+++ STUDY MATERIAL

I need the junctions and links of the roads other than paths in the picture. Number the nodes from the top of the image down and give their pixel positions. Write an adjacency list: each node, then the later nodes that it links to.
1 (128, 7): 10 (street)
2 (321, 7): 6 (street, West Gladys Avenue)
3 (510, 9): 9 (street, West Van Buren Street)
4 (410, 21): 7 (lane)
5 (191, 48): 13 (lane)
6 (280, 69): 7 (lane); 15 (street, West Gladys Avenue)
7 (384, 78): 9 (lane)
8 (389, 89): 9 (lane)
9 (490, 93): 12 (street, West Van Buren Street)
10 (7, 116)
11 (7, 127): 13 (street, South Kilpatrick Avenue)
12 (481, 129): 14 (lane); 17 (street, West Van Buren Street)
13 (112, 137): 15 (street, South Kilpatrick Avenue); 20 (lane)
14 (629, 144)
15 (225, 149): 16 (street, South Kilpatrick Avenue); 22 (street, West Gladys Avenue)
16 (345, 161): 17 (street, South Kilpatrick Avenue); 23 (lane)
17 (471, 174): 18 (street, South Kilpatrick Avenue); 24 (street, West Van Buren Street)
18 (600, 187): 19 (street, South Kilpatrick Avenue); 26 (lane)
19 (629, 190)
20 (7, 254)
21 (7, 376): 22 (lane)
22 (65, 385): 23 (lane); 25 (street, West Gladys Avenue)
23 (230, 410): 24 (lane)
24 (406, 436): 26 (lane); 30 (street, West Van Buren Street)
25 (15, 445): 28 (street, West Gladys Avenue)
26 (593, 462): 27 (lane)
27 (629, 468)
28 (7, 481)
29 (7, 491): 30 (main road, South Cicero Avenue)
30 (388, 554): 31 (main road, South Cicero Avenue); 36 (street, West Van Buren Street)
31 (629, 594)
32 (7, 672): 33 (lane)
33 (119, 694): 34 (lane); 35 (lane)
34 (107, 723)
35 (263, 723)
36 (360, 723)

++++++

EXERCISE AIM: From the entries, copy every line in which the word "main" occurs.

ANSWER TO THE PROBLEM:
29 (7, 491): 30 (main road, South Cicero Avenue)
30 (388, 554): 31 (main road, South Cicero Avenue); 36 (street, West Van Buren Street)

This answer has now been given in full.